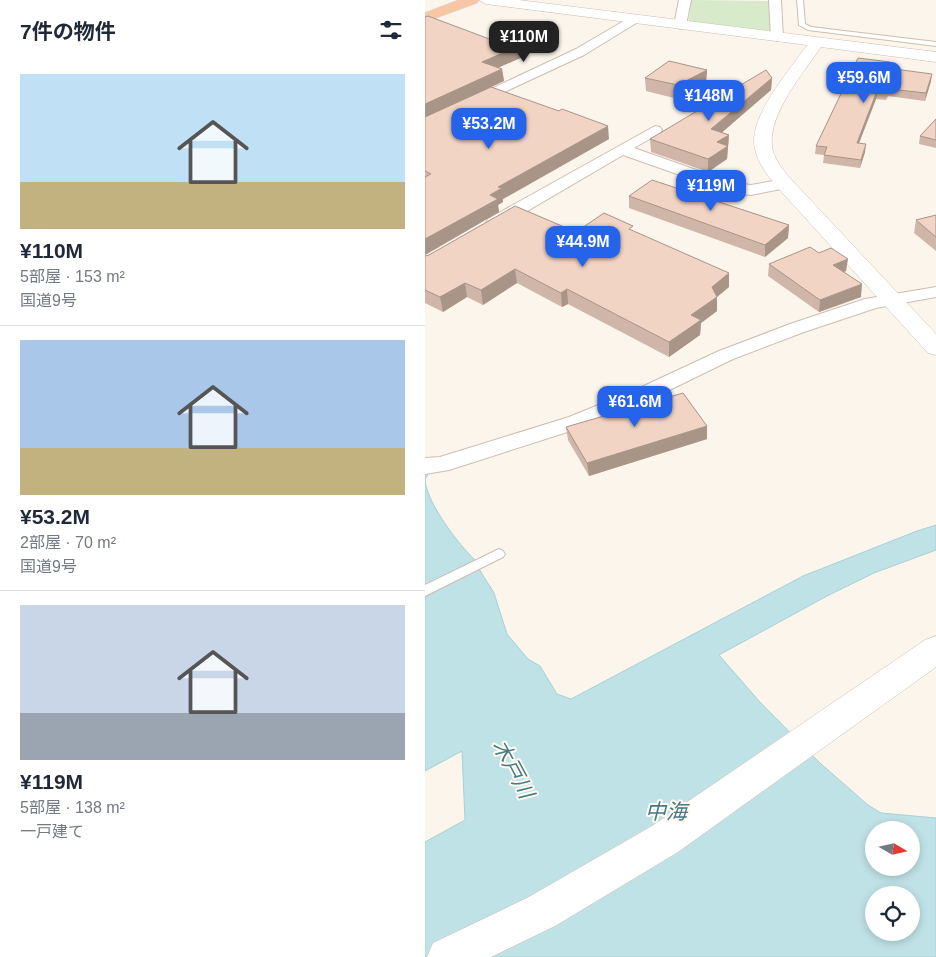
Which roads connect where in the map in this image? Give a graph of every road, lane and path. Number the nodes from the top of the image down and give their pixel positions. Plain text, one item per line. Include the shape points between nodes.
1 (472, 0) edge
2 (485, 0) edge
3 (685, 0) edge
4 (775, 0) edge
5 (800, 0) edge
6 (425, 18) edge
7 (634, 19) junction
8 (680, 25) junction
9 (777, 37) junction
10 (817, 42) junction
11 (936, 44) edge
12 (936, 56) edge
13 (425, 125) edge
14 (655, 130) dead end
15 (622, 149) junction
16 (785, 184) junction
17 (482, 230) edge
18 (936, 292) edge
19 (890, 298) junction
20 (936, 348) edge
21 (428, 461) edge
22 (493, 557) dead end
23 (425, 591) edge
24 (936, 649) edge
25 (447, 957) edge

1 - 6 highway
2 - 7 street
3 - 8 street
4 - 9 street
5 - 11 lane via 802,25 810,29
7 - 8 street
7 - 13 street via 580,52
8 - 9 street
9 - 10 street
10 - 12 street
10 - 16 street via 767,118 763,133 763,146 769,163
14 - 15 street
15 - 16 street via 731,188 751,190
15 - 17 street
16 - 19 street
18 - 19 street
19 - 20 street
19 - 21 street via 726,355 576,422 441,465
22 - 23 lane
24 - 25 street via 665,839 541,912

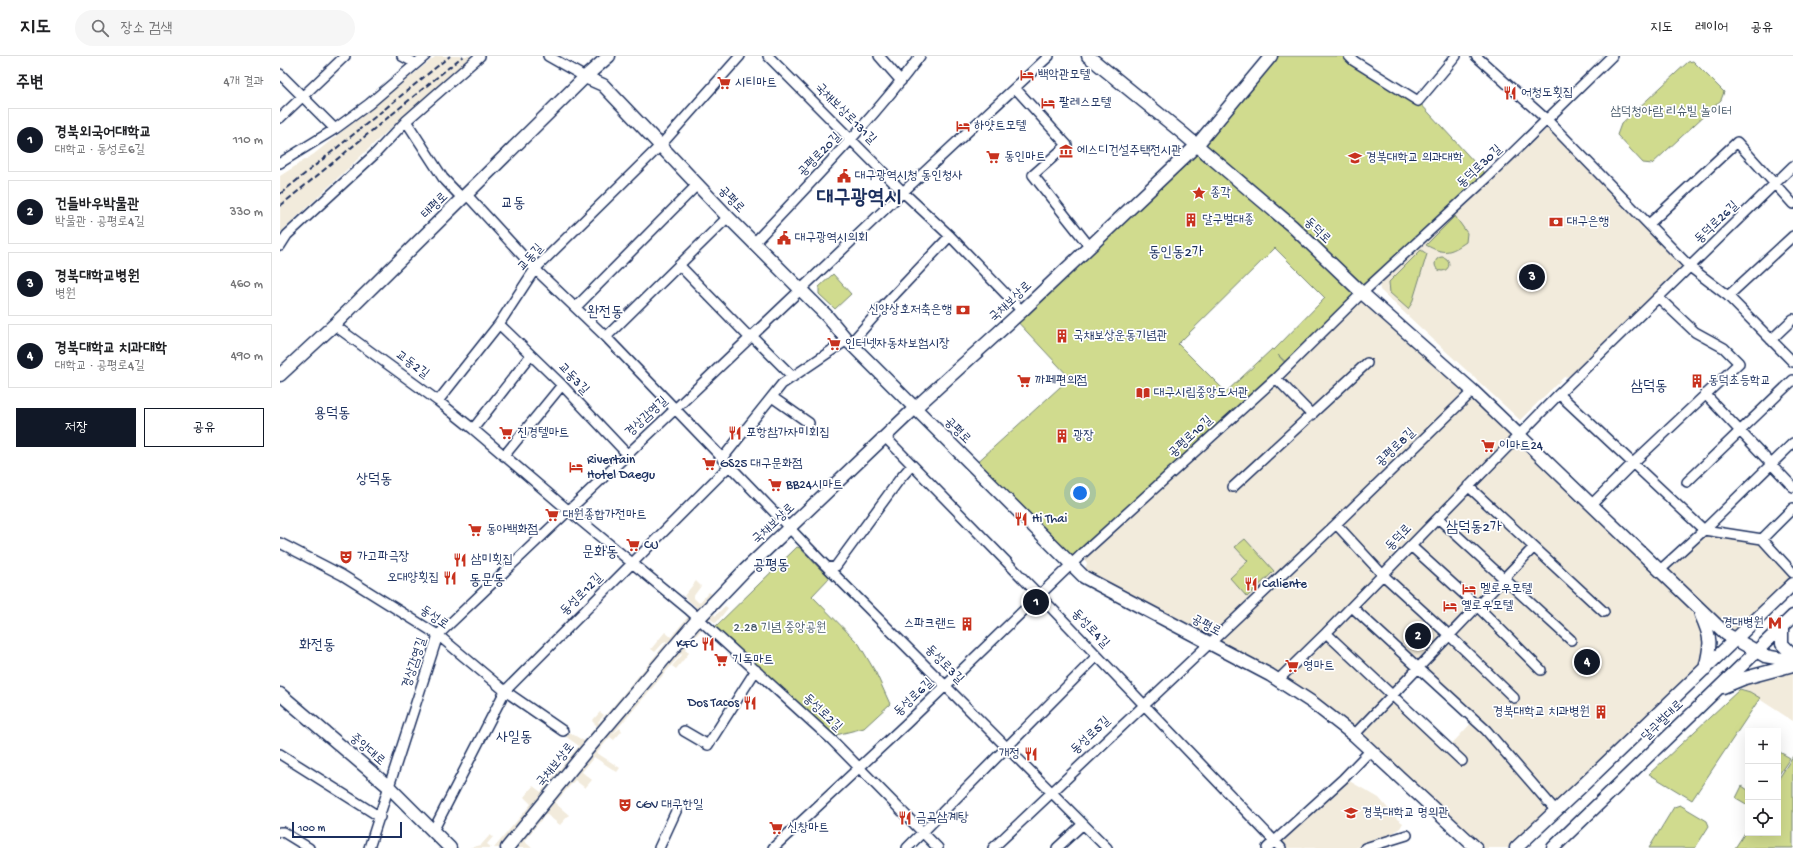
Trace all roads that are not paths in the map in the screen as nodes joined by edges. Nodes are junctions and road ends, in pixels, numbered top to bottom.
1 (345, 56) edge
2 (402, 56) edge
3 (424, 56) edge
4 (480, 56) edge
5 (548, 56) edge
6 (609, 56) edge
7 (740, 56) edge
8 (768, 56) edge
9 (879, 56) edge
10 (920, 56) edge
11 (1049, 56) edge
12 (1088, 56) edge
13 (1272, 56) edge
14 (1456, 56) edge
15 (1476, 56) edge
16 (1612, 56) edge
17 (1354, 58) edge
18 (415, 63) junction
19 (280, 74) edge
20 (585, 78) junction
21 (902, 81) junction
22 (1016, 89) junction
23 (303, 96) junction
24 (280, 118) edge
25 (1547, 120) junction
26 (406, 121) junction
27 (335, 129) junction
28 (852, 139) junction
29 (660, 146) junction
30 (1197, 146) junction
31 (280, 163) edge
32 (1793, 166) edge
33 (1775, 184) junction
34 (697, 185) junction
35 (903, 192) junction
36 (465, 197) junction
37 (1793, 204) edge
38 (728, 217) junction
39 (1649, 224) junction
40 (950, 236) junction
41 (1793, 236) edge
42 (754, 243) junction
43 (280, 246) edge
44 (1090, 247) junction
45 (679, 265) junction
46 (1690, 267) junction
47 (535, 269) junction
48 (801, 290) junction
49 (1362, 293) junction
50 (1728, 296) junction
51 (1659, 298) junction
52 (576, 307) junction
53 (1022, 311) junction
54 (1793, 319) edge
55 (499, 324) junction
56 (334, 325) junction
57 (606, 337) junction
58 (751, 337) junction
59 (1771, 340) junction
60 (849, 342) junction
61 (531, 355) junction
62 (1793, 362) edge
63 (1367, 363) dead end
64 (280, 375) edge
65 (793, 377) junction
66 (1276, 378) junction
67 (1793, 380) edge
68 (562, 385) junction
69 (1473, 391) junction
70 (1559, 394) junction
71 (1705, 394) junction
72 (772, 397) junction
73 (438, 401) junction
74 (915, 408) junction
75 (675, 409) junction
76 (1312, 415) junction
77 (809, 423) dead end
78 (473, 429) junction
79 (1740, 431) junction
80 (1518, 435) junction
81 (885, 437) junction
82 (1793, 443) edge
83 (627, 454) junction
84 (504, 456) junction
85 (722, 459) junction
86 (1633, 463) junction
87 (912, 465) junction
88 (1772, 465) junction
89 (729, 466) junction
90 (1687, 482) dead end
91 (1468, 486) junction
92 (1233, 487) dead end
93 (1793, 488) edge
94 (1591, 506) junction
95 (1793, 508) edge
96 (569, 511) junction
97 (1438, 518) junction
98 (1336, 524) junction
99 (790, 528) junction
100 (1704, 530) junction
101 (1762, 539) junction
102 (280, 543) edge
103 (1411, 546) junction
104 (1534, 547) junction
105 (632, 562) junction
106 (1071, 565) junction
107 (828, 568) junction
108 (1659, 571) junction
109 (1793, 573) edge
110 (1383, 575) junction
111 (1505, 579) junction
112 (1793, 584) edge
113 (1039, 595) junction
114 (1352, 607) junction
115 (1478, 607) junction
116 (1699, 610) junction
117 (1604, 612) dead end
118 (1793, 616) edge
119 (698, 619) junction
120 (1782, 627) junction
121 (1326, 633) junction
122 (438, 635) junction
123 (1450, 636) junction
124 (1571, 640) dead end
125 (1736, 640) junction
126 (1209, 644) junction
127 (1756, 652) junction
128 (1793, 655) edge
129 (1097, 656) junction
130 (1793, 661) edge
131 (1793, 665) edge
132 (1419, 668) junction
133 (1705, 669) junction
134 (756, 670) junction
135 (1541, 670) dead end
136 (1278, 680) junction
137 (946, 685) junction
138 (1716, 690) junction
139 (505, 691) junction
140 (280, 694) edge
141 (1392, 696) junction
142 (1514, 698) dead end
143 (1143, 705) junction
144 (563, 731) dead end
145 (684, 731) dead end
146 (1354, 735) junction
147 (1006, 748) junction
148 (1370, 751) junction
149 (282, 758) edge
150 (1462, 761) dead end
151 (860, 767) junction
152 (389, 787) junction
153 (1051, 792) junction
154 (677, 810) dead end
155 (1556, 811) junction
156 (380, 817) junction
157 (1083, 824) junction
158 (433, 831) junction
159 (280, 832) edge
160 (923, 832) junction
161 (1407, 835) dead end
162 (1462, 835) junction
163 (1277, 845) edge
164 (309, 848) edge
165 (369, 848) edge
166 (450, 848) edge
167 (507, 848) edge
168 (659, 848) edge
169 (773, 848) edge
170 (907, 848) edge
171 (938, 848) edge
172 (993, 848) edge
173 (1057, 848) edge
174 (1107, 848) edge
175 (1267, 848) edge
176 (1365, 848) edge
177 (1468, 848) edge
178 (1476, 848) edge
179 (1516, 848) edge
180 (1553, 848) edge

1 - 23 street
2 - 18 street
3 - 18 street
4 - 26 street
5 - 20 street, 공평로
6 - 20 main road, 태평로
7 - 29 street
8 - 28 street, 국채보상로131길
9 - 21 street
10 - 21 street, 공평로20길
11 - 22 street, 경상감영길
12 - 30 main road, 동덕로
13 - 30 main road, 국채보상로
14 - 17 street
15 - 25 street
16 - 25 street, 동덕로30길
18 - 27 street
19 - 23 street
20 - 29 main road, 공평로
20 - 36 main road, 태평로
21 - 28 street, 공평로20길
22 - 35 street, 경상감영길
22 - 44 street
23 - 24 street
23 - 27 street
25 - 39 street
25 - 49 street, 동덕로30길
26 - 36 street, 동성로3길
26 - 43 street
27 - 31 street
28 - 35 street, 국채보상로131길
28 - 42 street, 공평로20길
29 - 34 main road, 공평로
29 - 47 street, 교동길
30 - 44 main road, 국채보상로
30 - 49 main road, 동덕로
32 - 33 street, 동덕로26길
33 - 37 street
33 - 39 street
33 - 46 street, 동덕로26길
34 - 38 main road, 공평로
34 - 52 street
35 - 40 street, 국채보상로131길
35 - 48 street, 경상감영길
36 - 47 street, 동성로3길
36 - 56 main road, 태평로
38 - 42 main road, 공평로
38 - 45 street
39 - 46 street
40 - 53 street, 국채보상로131길
40 - 60 street
41 - 50 street
42 - 48 main road, 공평로
44 - 53 main road, 국채보상로
45 - 57 street
45 - 58 street
46 - 50 street
46 - 51 street, 동덕로26길
47 - 52 street, 동성로3길
47 - 55 street, 교동길
48 - 58 street, 경상감영길
48 - 60 main road, 공평로
49 - 66 street, 공평로10길
49 - 69 main road, 동덕로
50 - 59 street
51 - 70 street, 동덕로26길
51 - 71 street
52 - 57 street, 동성로3길
53 - 74 main road, 국채보상로
54 - 59 street
55 - 61 street, 교동3길
55 - 73 street, 교동길
56 - 64 main road, 태평로
56 - 73 street, 교동2길
57 - 75 street, 동성로3길
58 - 65 street
58 - 75 street, 경상감영길
59 - 62 street
60 - 65 street
60 - 74 main road, 공평로
61 - 68 street, 교동3길
61 - 78 street
63 - 76 street
65 - 72 street
66 - 76 street
66 - 106 street, 공평로10길
67 - 79 street
68 - 83 street, 교동3길
68 - 84 street
69 - 80 main road, 동덕로
69 - 98 street, 공평로8길
70 - 80 street, 동덕로26길
70 - 86 street
71 - 79 street
71 - 86 street
72 - 77 street
72 - 85 street
73 - 78 street, 교동2길
74 - 81 main road, 국채보상로
74 - 106 main road, 공평로
75 - 83 street, 경상감영길
75 - 85 street, 동성로3길
76 - 92 street
78 - 84 street, 교동2길
79 - 88 street
79 - 90 street
80 - 91 street, 동덕로
80 - 94 main road, 동덕로
81 - 87 street, 동성로4길
81 - 99 main road, 국채보상로
82 - 88 street
83 - 96 street, 경상감영길
84 - 96 street, 교동2길
85 - 89 street, 동성로3길
86 - 94 street
86 - 100 street
87 - 107 street
87 - 113 street, 동성로4길
88 - 93 street
88 - 100 street
89 - 99 street, 동성로3길
89 - 105 street, 동성로12길
91 - 97 street, 동덕로
91 - 104 street
94 - 108 main road, 동덕로
95 - 101 street
96 - 105 street, 교동2길
96 - 122 street, 경상감영길
97 - 103 street, 동덕로
97 - 111 street
98 - 110 street
98 - 126 street, 공평로8길
99 - 107 street, 동성로3길
99 - 119 main road, 국채보상로
100 - 101 street
100 - 108 street
101 - 109 street
102 - 122 street, 동성로
103 - 110 street, 동덕로
103 - 115 street
104 - 111 street
104 - 117 street
105 - 119 street, 동성로2길
105 - 139 street, 동성로12길
106 - 113 street, 동성로6길
106 - 126 main road, 공평로
107 - 137 street, 동성로3길
108 - 116 main road, 동덕로
110 - 114 street
110 - 123 street
111 - 115 street
111 - 124 street
112 - 125 main road, 달구벌대로
113 - 129 street, 동성로4길
113 - 137 street, 동성로6길
114 - 121 street
114 - 132 street
115 - 123 street
115 - 135 street
116 - 125 main road, 동덕로
116 - 133 main road
118 - 120 main road, 달구벌대로
119 - 134 street, 동성로2길
119 - 167 main road, 국채보상로
120 - 127 main road, 달구벌대로
120 - 128 main road
121 - 136 street
121 - 141 street
122 - 139 street, 동성로
122 - 152 street, 경상감영길
123 - 132 street
123 - 142 street
125 - 127 main road, 동덕로
125 - 133 main road, 달구벌대로
126 - 136 main road, 공평로
126 - 143 street, 동성로5길
127 - 130 main road, 동덕로
127 - 138 main road, 달구벌대로
129 - 143 street, 동성로4길
129 - 147 street
131 - 138 main road
132 - 141 street
132 - 155 street
133 - 155 main road, 달구벌대로
134 - 145 street
134 - 151 street, 동성로2길
136 - 146 main road, 공평로
137 - 147 street, 동성로3길
137 - 151 street, 동성로6길
138 - 180 main road, 달구벌대로
139 - 144 street, 동성로
139 - 158 street
140 - 152 main road, 중앙대로
141 - 146 street
141 - 150 street
143 - 153 street, 동성로5길
143 - 163 street, 동성로4길
146 - 148 main road, 공평로
147 - 153 street, 동성로3길
147 - 160 street
148 - 162 main road, 공평로
148 - 163 street
149 - 156 street
151 - 160 street, 동성로2길
151 - 169 street, 동성로6길
152 - 156 street, 경상감영길
152 - 158 main road, 중앙대로
153 - 157 street, 동성로3길
153 - 172 street, 동성로5길
154 - 168 street
155 - 179 main road, 달구벌대로
156 - 165 street, 경상감영길
157 - 173 street
157 - 174 street, 동성로3길
158 - 166 main road, 중앙대로
159 - 164 street
160 - 170 street
160 - 171 street, 동성로2길
161 - 176 street
162 - 177 main road
162 - 178 main road, 공평로
163 - 175 street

□ □ □ □ □

Task goal
Write out every line of the preceding listing that contains "roads".

Answer below
Which roads connect where in the map in this image? Give a graph of every road, lane and path. Number the nodes from the top of the image down and give their pixel positions. Plain text, one item per line. Include the shape points between nodes.
Trace all roads that are not paths in the map in the screen as nodes joined by edges. Nodes are junctions and road ends, in pixels, numbered top to bottom.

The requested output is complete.